**YOUR TASK**:
Copy every line of the data exactly, keeping out any picture.

**ENTRIES SHOWN**:
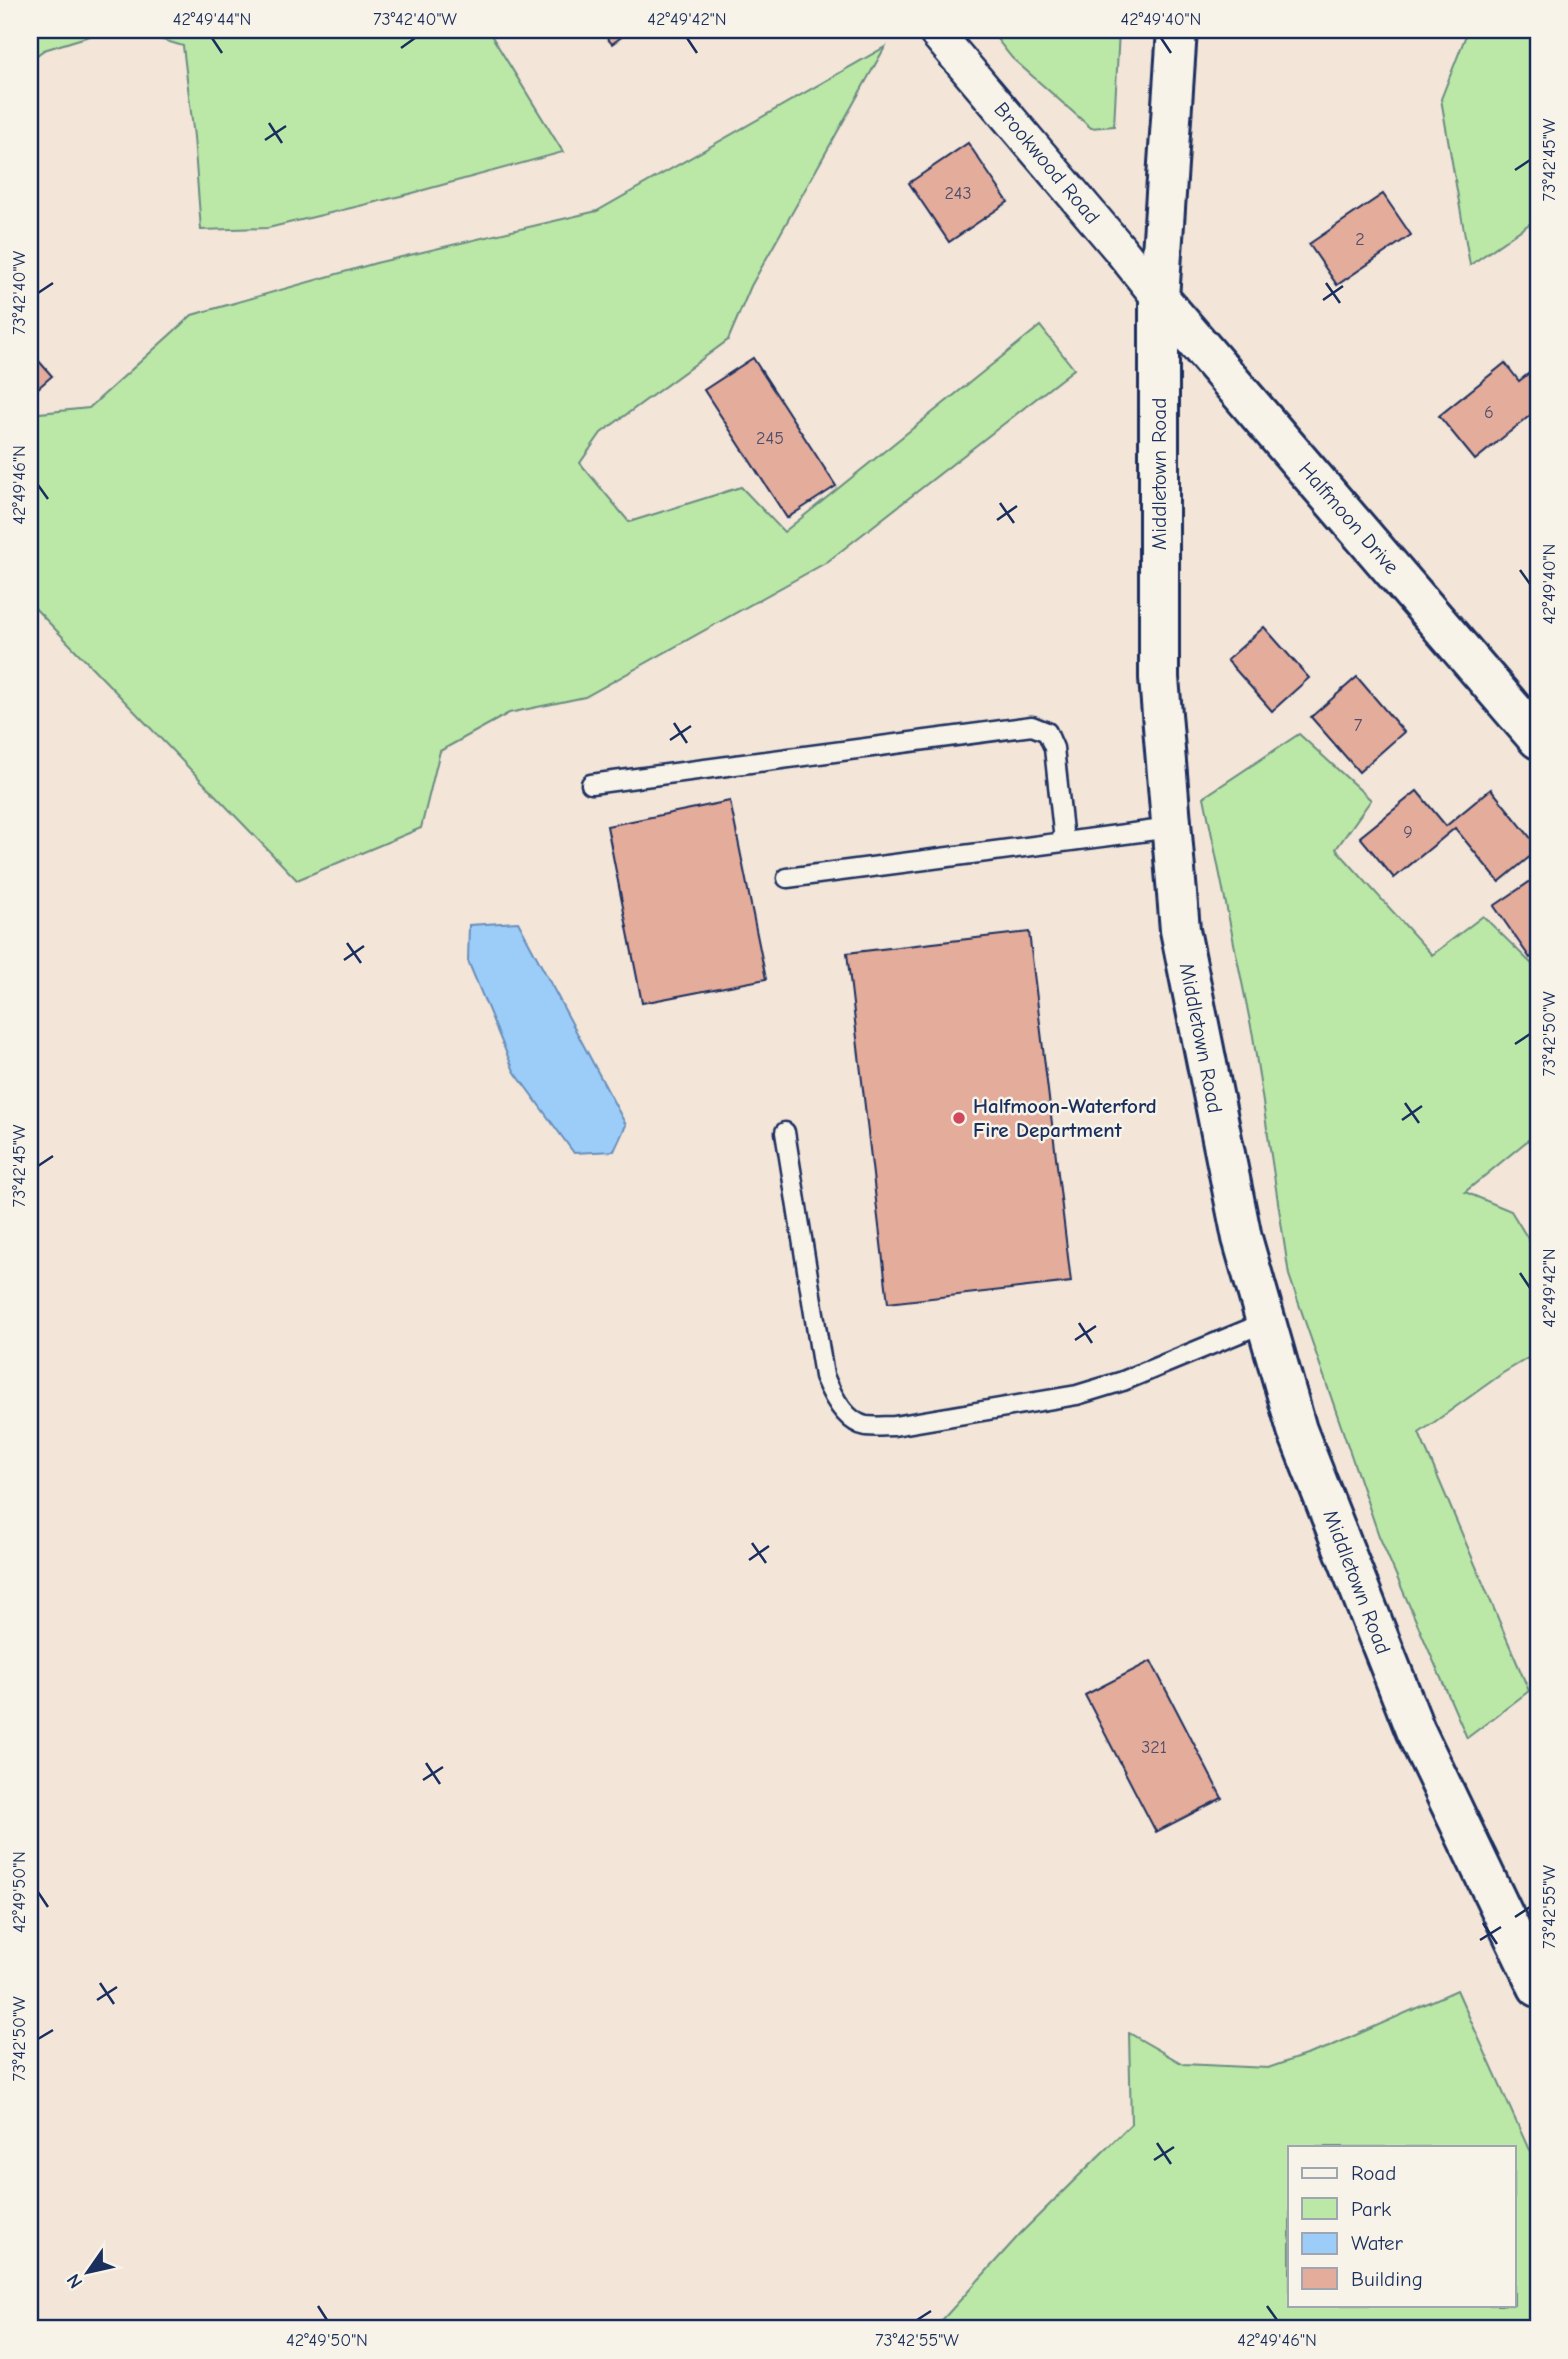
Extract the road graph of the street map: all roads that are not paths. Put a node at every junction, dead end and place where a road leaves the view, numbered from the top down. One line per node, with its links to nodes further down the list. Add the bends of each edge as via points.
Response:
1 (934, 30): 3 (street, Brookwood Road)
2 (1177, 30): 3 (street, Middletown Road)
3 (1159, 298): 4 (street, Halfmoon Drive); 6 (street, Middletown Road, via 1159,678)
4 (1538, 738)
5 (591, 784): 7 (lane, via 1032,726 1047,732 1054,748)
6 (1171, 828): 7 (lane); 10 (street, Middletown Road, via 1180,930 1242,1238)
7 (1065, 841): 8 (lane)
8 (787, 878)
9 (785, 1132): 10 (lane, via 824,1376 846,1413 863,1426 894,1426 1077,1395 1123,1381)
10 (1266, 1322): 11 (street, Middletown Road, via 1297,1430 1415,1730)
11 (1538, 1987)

**RESULT FOR THIS TASK**:
Extract the road graph of the street map: all roads that are not paths. Put a node at every junction, dead end and place where a road leaves the view, numbered from the top down. One line per node, with its links to nodes further down the list. Add the bends of each edge as via points.
Response:
1 (934, 30): 3 (street, Brookwood Road)
2 (1177, 30): 3 (street, Middletown Road)
3 (1159, 298): 4 (street, Halfmoon Drive); 6 (street, Middletown Road, via 1159,678)
4 (1538, 738)
5 (591, 784): 7 (lane, via 1032,726 1047,732 1054,748)
6 (1171, 828): 7 (lane); 10 (street, Middletown Road, via 1180,930 1242,1238)
7 (1065, 841): 8 (lane)
8 (787, 878)
9 (785, 1132): 10 (lane, via 824,1376 846,1413 863,1426 894,1426 1077,1395 1123,1381)
10 (1266, 1322): 11 (street, Middletown Road, via 1297,1430 1415,1730)
11 (1538, 1987)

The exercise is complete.